Индотитания
Шрифт:
Руки и ноги его были стянуты концом хобота Ганеши, который в бессознательном состоянии сидел, прислонившись спиной к стволу дерева. Голова его была задрана вверх, и хобот, перевалившись через мощный сук, держал подвешенного Гермеса в нелепой и неудобной позе. Бог, извиваясь, раскачивался и пытался что-то сказать, но не мог по той причине, что рот его был забит листьями. На ветке, через которую был перекинут хобот Ганеши, с важным видом расположилась большая черная ворона. Опустив клюв вниз, она с интересом наблюдала за мучениями болтавшегося в воздухе Гермеса.
Вишну быстро подошел
— Что-то хобот тянет. К дождю, наверное.
Он взглянул вверх, и челюсть его отвисла.
Через несколько минут Гермес был спущен на землю и развязан. Освободив рот от листьев, он задрал подбородок вверх и, глядя в приоткрытый вороний клюв, заорал:
— Что вы смотрите на эту черную падаль?! Убейте ее! В ней сидит Дух! Опа!
Он подпрыгнул, пытаясь ухватиться за ветку, но не достал.
— Кар-р-р! — громко сказала ворона.
Она развернулась и обдала Гермеса, опять пытавшегося в прыжке достать предполагаемого обидчика, струей жидкого кала. Бог взревел от злости, а ворона, захлопав крыльями, поднялась в воздух и не торопясь полетела над садом.
— Надо же было так обделаться, — покачал головой Зевс.
Гермес, изрыгая проклятия, побежал отмываться.
Грузовой флаер управлялся в автоматическом режиме и летел на восток. В салоне находился Прометей. Он сидел на лавке и безучастно рассматривал картину, прибитую к стене прямо напротив него. На ней был изображен один из моментов титаномахии. В роли героя выступал Посейдон. Гордо выставив вперед лопатообразную бородищу, он втыкал свой знаменитый трезубец в зад убегавшему титану. Лицом титан был повернут к зрителям, и потому в нем легко узнавался горбоносый Япет. Трезубец вошел в ягодицы на приличную глубину, и вылезшие из орбит от этого прискорбного факта глаза титана светились мыслью: «Что ж ты делаешь, изверг!» Может, глаза светились не этой мыслью, а какой-то другой, типа: «Зачем я тебя, засранца, в детстве леденцами угощал?», но картина от этого лучше не становилась.

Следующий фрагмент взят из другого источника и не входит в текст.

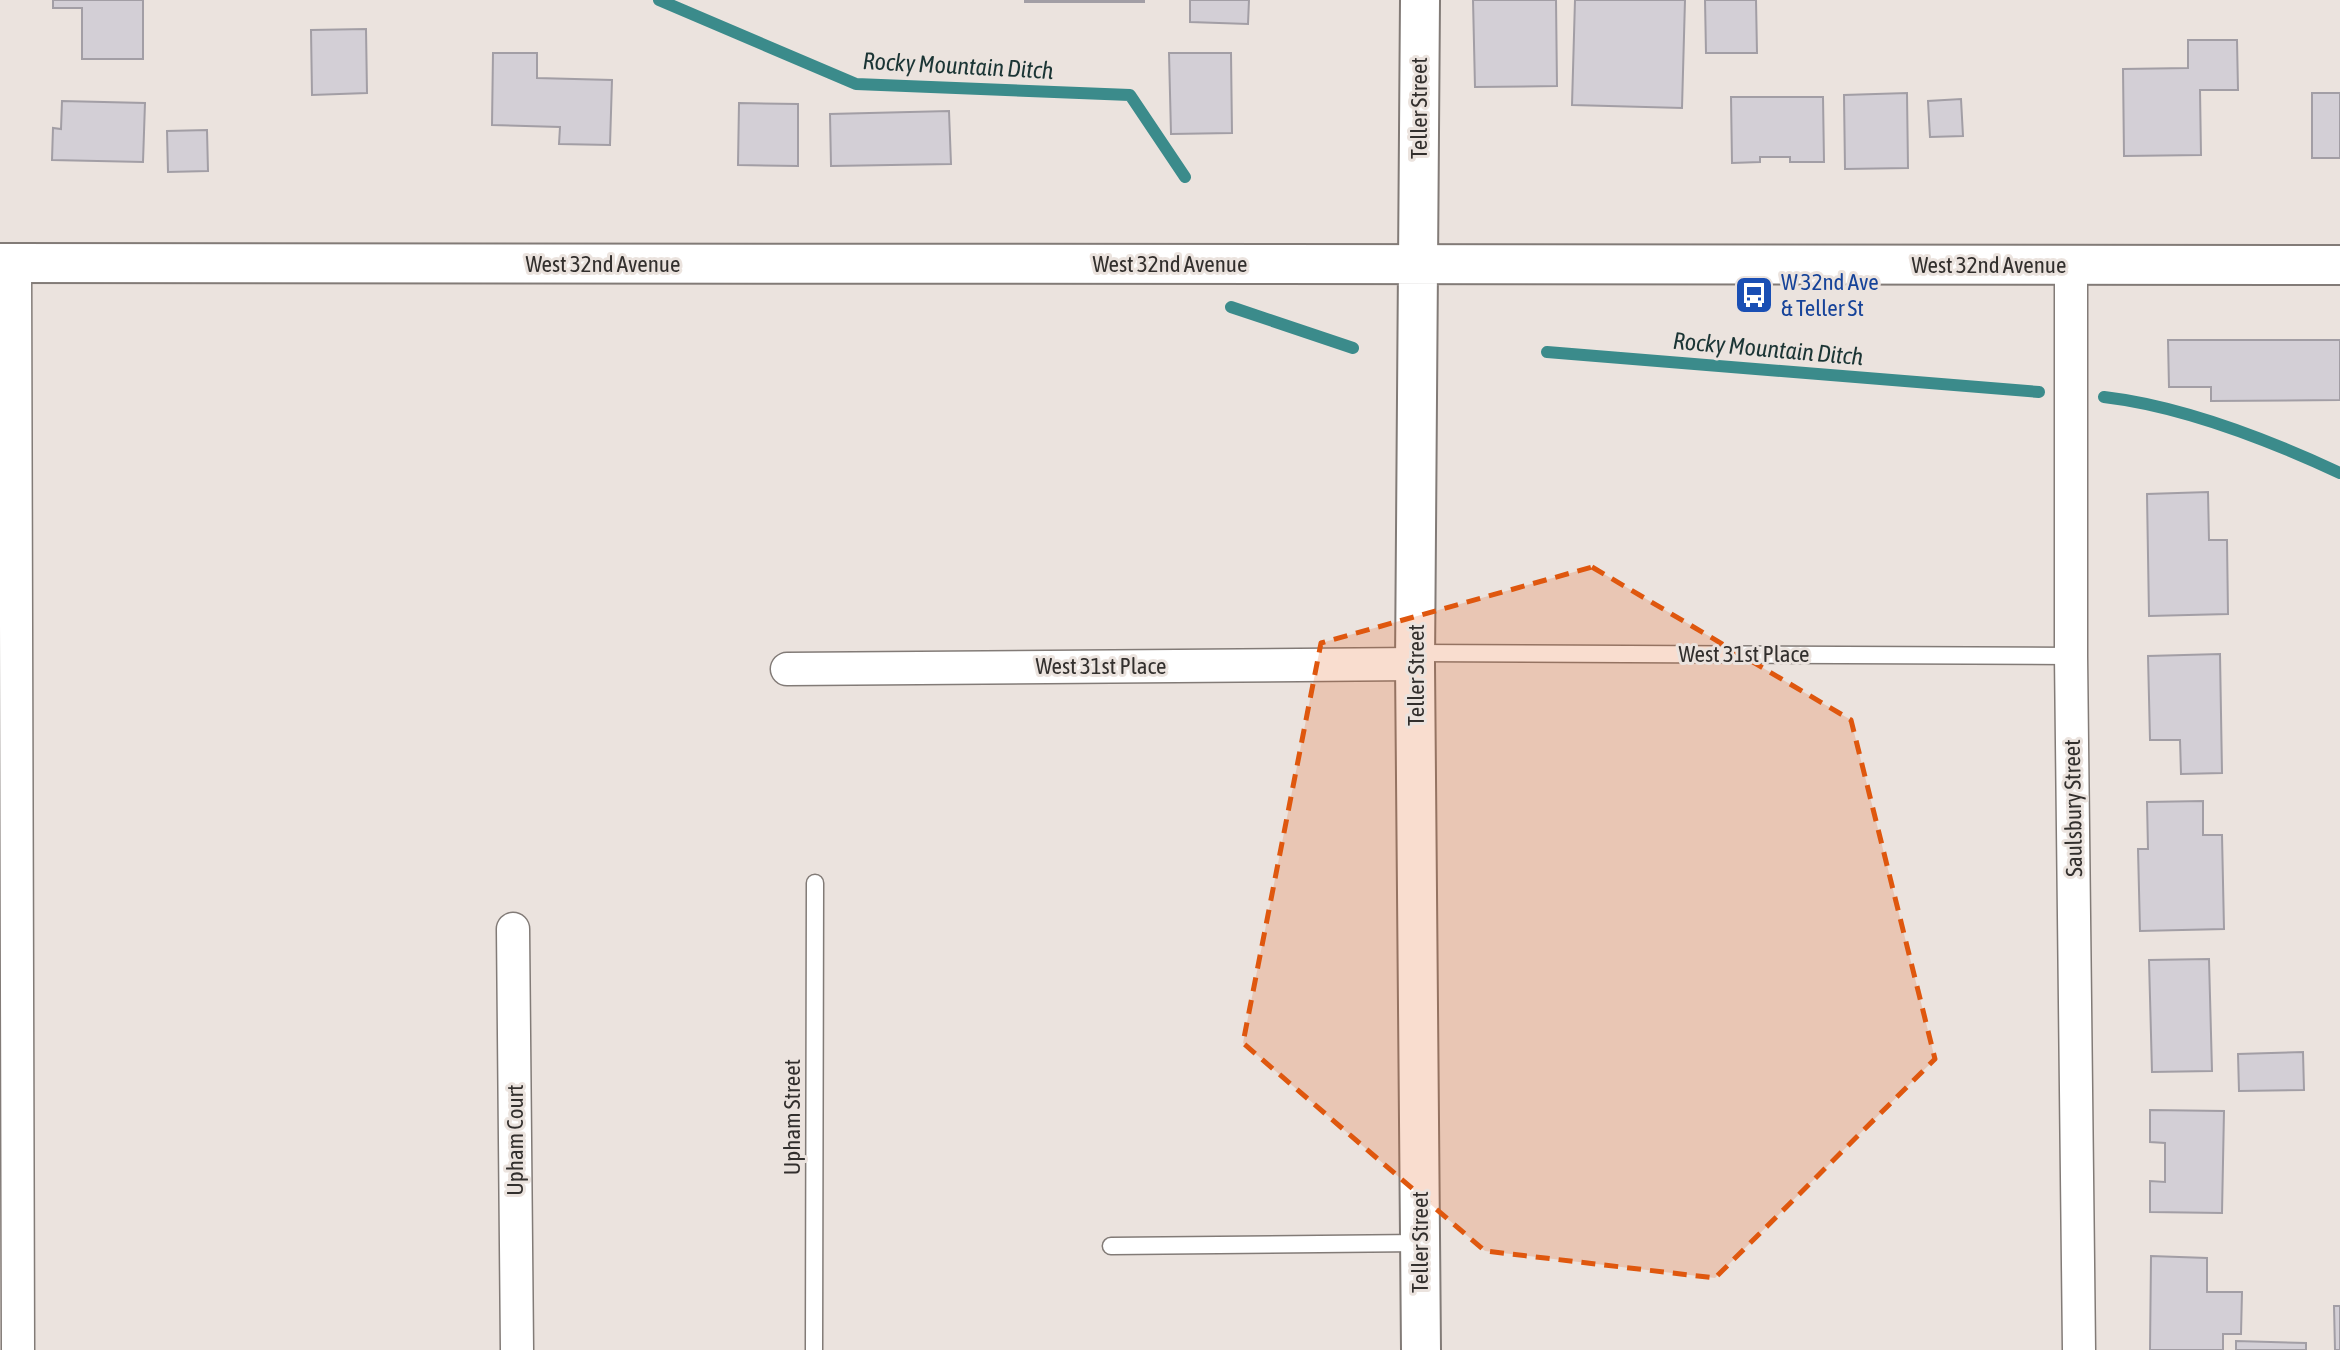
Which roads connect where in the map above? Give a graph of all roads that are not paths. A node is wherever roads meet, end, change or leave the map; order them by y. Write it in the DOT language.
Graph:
graph roads {
  1 [pos="1419,0"];
  2 [pos="8,263"];
  3 [pos="1419,263"];
  4 [pos="2071,265"];
  5 [pos="2340,265"];
  6 [pos="2071,656"];
  7 [pos="1416,659"];
  8 [pos="787,669"];
  9 [pos="815,883"];
  10 [pos="513,929"];
  11 [pos="1420,1243"];
  12 [pos="1111,1246"];
  13 [pos="18,1350"];
  14 [pos="517,1350"];
  15 [pos="814,1350"];
  16 [pos="1421,1350"];
  17 [pos="2079,1350"];
  1 -- 3 [label="street, Teller Street"];
  2 -- 3 [label="street, West 32nd Avenue"];
  2 -- 13 [label="street"];
  3 -- 4 [label="street, West 32nd Avenue"];
  3 -- 7 [label="street, Teller Street"];
  4 -- 5 [label="street, West 32nd Avenue"];
  4 -- 6 [label="street, Saulsbury Street"];
  6 -- 7 [label="lane, West 31st Place"];
  6 -- 17 [label="street, Saulsbury Street"];
  7 -- 8 [label="street, West 31st Place"];
  7 -- 11 [label="street, Teller Street"];
  9 -- 15 [label="lane, Upham Street"];
  10 -- 14 [label="street, Upham Court"];
  11 -- 12 [label="lane"];
  11 -- 16 [label="street, Teller Street"];
}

Охраняли титана четверо куретов и Гефест с Гермесом. Последний, заметив, что Прометей рассматривает картину, поинтересовался:
— Ну, как тебе это произведение искусства?

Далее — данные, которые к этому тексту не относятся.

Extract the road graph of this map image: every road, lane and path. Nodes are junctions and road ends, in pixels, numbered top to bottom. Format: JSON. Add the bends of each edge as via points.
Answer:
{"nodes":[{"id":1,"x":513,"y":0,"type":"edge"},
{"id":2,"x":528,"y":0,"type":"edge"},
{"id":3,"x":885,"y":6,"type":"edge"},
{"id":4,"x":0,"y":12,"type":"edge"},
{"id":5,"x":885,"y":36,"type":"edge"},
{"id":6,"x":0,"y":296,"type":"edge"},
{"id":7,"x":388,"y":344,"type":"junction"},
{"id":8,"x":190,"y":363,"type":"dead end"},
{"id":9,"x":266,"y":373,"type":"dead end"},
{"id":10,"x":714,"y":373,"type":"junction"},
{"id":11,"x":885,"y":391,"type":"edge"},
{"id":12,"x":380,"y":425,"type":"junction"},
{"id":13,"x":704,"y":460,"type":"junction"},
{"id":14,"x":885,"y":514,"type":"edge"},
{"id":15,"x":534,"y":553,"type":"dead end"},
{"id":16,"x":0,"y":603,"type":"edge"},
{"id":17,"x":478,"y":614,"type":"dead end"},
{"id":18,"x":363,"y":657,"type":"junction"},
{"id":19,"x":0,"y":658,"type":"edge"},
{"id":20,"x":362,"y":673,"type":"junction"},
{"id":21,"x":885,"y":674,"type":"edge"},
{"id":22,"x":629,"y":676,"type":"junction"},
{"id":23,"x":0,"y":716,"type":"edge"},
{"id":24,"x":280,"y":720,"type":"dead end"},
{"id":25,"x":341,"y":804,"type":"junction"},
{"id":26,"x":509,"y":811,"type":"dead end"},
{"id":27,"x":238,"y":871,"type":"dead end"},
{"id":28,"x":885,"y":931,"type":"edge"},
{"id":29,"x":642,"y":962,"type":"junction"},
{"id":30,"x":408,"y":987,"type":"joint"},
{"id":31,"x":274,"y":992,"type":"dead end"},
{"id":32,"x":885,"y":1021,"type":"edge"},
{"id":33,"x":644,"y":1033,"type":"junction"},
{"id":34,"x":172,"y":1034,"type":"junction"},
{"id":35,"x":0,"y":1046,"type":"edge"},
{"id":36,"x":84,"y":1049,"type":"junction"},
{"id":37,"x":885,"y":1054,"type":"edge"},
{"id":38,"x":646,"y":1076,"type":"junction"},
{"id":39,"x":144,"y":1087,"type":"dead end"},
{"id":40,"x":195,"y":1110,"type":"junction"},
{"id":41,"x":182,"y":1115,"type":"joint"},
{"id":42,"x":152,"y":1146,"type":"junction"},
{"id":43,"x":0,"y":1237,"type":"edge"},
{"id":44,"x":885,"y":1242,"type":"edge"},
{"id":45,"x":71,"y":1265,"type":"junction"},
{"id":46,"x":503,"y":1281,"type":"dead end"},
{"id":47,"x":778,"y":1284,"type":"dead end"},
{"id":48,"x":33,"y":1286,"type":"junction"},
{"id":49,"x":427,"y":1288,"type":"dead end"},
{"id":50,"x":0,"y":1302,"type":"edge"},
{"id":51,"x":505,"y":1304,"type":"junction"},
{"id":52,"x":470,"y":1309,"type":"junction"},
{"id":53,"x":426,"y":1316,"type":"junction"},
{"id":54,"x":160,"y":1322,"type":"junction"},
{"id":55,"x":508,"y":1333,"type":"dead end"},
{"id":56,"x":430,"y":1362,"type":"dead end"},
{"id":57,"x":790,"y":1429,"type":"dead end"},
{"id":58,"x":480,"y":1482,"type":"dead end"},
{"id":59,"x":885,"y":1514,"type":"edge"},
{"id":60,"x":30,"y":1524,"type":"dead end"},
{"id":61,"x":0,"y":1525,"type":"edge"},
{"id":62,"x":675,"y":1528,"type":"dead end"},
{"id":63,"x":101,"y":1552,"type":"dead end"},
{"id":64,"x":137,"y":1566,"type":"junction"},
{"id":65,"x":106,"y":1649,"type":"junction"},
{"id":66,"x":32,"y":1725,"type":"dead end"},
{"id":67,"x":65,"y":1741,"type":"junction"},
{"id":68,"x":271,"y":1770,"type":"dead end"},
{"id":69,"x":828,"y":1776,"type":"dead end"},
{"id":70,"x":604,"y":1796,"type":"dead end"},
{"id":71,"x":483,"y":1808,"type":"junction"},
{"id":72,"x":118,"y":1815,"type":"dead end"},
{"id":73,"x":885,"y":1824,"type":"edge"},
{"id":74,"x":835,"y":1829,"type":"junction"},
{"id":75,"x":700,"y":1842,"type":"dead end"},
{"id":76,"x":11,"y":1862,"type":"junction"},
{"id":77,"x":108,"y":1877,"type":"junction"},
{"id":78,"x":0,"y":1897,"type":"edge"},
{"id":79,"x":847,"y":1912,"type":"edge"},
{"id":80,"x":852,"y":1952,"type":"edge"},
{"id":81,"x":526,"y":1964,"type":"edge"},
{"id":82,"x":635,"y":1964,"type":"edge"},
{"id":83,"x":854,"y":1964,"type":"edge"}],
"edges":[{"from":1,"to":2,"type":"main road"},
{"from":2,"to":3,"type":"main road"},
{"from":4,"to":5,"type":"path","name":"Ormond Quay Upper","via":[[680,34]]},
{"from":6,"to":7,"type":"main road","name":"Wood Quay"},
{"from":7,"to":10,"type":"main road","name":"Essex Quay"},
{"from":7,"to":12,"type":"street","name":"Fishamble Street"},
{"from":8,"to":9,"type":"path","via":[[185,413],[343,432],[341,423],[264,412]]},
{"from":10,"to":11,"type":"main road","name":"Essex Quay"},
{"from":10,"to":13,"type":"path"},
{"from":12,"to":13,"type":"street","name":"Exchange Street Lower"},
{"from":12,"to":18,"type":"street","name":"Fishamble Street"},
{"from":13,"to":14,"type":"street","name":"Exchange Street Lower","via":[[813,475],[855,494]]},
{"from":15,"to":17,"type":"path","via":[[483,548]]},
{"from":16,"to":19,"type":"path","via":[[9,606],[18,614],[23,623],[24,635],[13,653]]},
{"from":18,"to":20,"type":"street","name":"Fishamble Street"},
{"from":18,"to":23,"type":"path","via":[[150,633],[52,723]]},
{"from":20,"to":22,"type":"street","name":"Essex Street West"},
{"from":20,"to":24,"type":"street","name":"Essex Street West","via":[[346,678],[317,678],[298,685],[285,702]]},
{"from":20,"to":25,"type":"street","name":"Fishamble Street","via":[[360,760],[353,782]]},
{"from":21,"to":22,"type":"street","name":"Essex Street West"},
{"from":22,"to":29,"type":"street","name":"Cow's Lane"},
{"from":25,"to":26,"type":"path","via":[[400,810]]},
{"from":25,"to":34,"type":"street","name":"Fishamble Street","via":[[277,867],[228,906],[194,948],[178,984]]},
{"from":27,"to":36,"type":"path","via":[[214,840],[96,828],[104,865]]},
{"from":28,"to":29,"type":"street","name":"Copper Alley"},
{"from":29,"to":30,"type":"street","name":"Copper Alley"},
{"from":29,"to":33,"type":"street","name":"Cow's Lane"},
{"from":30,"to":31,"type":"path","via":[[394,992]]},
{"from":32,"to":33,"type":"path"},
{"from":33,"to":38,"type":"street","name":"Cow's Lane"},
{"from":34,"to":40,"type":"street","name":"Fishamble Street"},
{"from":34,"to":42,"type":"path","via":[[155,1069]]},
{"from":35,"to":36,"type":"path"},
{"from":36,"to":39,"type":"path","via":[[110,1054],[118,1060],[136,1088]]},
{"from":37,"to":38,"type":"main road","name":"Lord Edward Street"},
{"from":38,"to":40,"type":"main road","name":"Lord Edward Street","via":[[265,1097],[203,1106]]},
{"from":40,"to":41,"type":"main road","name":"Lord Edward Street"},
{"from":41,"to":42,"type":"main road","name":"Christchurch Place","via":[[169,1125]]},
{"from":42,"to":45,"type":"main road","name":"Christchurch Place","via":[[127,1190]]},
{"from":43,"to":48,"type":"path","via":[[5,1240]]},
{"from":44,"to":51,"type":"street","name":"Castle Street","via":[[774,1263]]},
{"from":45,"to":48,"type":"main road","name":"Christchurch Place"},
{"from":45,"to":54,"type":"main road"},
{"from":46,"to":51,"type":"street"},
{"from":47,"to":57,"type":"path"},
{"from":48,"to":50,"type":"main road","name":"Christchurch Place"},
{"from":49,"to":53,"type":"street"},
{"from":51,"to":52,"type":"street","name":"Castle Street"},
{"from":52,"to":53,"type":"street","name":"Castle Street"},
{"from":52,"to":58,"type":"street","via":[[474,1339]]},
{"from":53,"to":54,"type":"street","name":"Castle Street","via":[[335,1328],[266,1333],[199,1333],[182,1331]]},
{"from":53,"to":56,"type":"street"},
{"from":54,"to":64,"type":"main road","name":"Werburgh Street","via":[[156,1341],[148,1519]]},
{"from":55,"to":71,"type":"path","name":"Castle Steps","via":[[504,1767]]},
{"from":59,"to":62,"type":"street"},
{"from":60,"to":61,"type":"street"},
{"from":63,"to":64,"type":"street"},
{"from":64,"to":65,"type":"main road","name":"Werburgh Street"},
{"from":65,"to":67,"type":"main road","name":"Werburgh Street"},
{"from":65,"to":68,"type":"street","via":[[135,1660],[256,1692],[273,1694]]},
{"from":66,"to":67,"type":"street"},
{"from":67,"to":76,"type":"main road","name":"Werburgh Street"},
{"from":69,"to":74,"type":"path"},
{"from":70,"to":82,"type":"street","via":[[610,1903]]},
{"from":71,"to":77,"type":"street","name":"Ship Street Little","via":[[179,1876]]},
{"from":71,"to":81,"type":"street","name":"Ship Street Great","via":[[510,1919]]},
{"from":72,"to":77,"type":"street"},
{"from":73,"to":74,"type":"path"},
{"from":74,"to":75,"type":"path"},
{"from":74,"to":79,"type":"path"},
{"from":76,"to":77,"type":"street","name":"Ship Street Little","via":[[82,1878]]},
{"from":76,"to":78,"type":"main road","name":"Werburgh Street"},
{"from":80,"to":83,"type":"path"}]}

— И кто же ее написал? — спросил титан.
— Аполлон, — ответил Гермес.
— Мазня, — вынес вердикт Прометей.
— Ну, не скажи, — не согласился с утверждением Гермес. — Вся соль этого произведения находится в вилах, тьфу, то есть в трезубце. Посмотри, с какой силой он вогнан в задницу твоего папаши! Каков напор! Какова экспрессия! Сплошной патриотизм. Нет, все-таки Аполлон талантлив.
Неожиданно воздух перед картиной сгустился и превратился в нечеткое, еле заметное пятно, переливающееся воздушными струями. Прометей тут же этому пятну подмигнул. Гермес, смотревший на титана, заметил его реакцию и перевел свой взгляд на картину.
— Ага, — зловеще произнес он и сразу начал действовать.
В руке Гермеса оказался пистолет-парализатор, выхваченный из кармана. Он направил его на картину и принялся стрелять. Салон осветился желтыми вспышками. Гермес вертел парализатором в разные стороны и стрелял не прекращая. Парализованные куреты повалились на пол, а Прометей, смеясь, лег на лавку. Лишь один Гефест скакал за Гермесом по салону флаера и пытался забрать оружие.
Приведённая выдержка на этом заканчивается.